EBITDA stands for earnings before interest, taxes, depreciation, and amortization. It measures your business's operating profit before financing costs, tax strategy, and asset age affect the numbers. Buyers, banks, and private equity groups use EBITDA to compare businesses on an apples-to-apples basis and to estimate how much cash flow is available to service debt or pay themselves.
For Tennessee business owners planning to sell, understanding EBITDA versus seller's discretionary earnings (SDE) directly affects how buyers will value your business and structure an offer.
This guide covers:
What EBITDA actually means in plain English and how to calculate it from your financials.
How EBITDA differs from SDE for owner-operated Tennessee businesses under a few million.
Why buyers often talk about multiples of EBITDA and what that really says about value.
When to stop DIY math and get a market-based Business Valuation for your business.
EBITDA measures operating profit before interest, taxes, depreciation, and amortization affect the income statement.
SDE adds back the owner's salary and perks to show the total benefit available to one owner-operator.

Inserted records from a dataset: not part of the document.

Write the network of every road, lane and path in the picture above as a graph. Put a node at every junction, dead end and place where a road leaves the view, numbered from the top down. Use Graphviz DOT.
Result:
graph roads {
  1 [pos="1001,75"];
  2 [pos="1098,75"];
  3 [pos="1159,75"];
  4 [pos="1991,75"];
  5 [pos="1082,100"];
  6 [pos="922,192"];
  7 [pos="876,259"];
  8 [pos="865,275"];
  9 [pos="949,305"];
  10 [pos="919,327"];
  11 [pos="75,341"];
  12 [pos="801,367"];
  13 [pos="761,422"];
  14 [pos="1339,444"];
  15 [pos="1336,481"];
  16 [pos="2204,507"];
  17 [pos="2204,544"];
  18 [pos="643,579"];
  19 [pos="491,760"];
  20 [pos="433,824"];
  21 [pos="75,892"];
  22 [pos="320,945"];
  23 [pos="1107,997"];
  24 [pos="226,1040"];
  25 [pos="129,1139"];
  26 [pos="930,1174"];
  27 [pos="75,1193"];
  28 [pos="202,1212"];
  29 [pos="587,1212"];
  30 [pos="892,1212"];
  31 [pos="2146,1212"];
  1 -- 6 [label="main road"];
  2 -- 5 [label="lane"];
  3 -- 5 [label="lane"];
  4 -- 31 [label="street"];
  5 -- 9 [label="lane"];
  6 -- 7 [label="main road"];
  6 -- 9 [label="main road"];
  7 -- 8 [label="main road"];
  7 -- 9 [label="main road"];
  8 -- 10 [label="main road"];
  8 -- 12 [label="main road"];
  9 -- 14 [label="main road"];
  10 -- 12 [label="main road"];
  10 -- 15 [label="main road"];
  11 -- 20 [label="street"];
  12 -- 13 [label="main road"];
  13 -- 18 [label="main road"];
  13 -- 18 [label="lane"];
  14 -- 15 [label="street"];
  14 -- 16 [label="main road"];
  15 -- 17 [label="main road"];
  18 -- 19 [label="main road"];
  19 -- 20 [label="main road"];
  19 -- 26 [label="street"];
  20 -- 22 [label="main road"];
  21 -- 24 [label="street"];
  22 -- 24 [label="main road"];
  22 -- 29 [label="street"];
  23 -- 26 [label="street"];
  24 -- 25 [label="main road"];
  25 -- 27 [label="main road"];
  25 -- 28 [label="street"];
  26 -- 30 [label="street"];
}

EBITDA is common in larger deals where the business has management depth and less owner dependency.
SDE is standard in Main Street sales where the buyer steps into the owner's day-to-day role.
Multiples work like this: business value roughly equals earnings times a multiple from comparable sales.
Multiples vary heavily by industry, risk, growth, customer concentration, and how dependent the business is on you.
A professional Business Valuation translates EBITDA or SDE into a realistic price range for your market.
Most buyers, bankers, and private equity groups look at cash flow that can service debt and pay themselves. EBITDA gives them that number by stripping out interest payments, tax expense, depreciation, and amortization expenses. These items vary based on how a business is financed, what tax rates apply, and how old the equipment is—not on how well the core business performs. EBITDA allows buyers to compare your company's operating performance to other businesses without those variables clouding the picture.
In true Main Street owner-operator deals, buyers often care more about SDE. SDE shows what the business can pay a single full-time owner who runs the operation, draws a salary, and takes home the profit. Many Tennessee owners plan to fund retirement through sale proceeds, so understanding which metric buyers will use directly affects your plans.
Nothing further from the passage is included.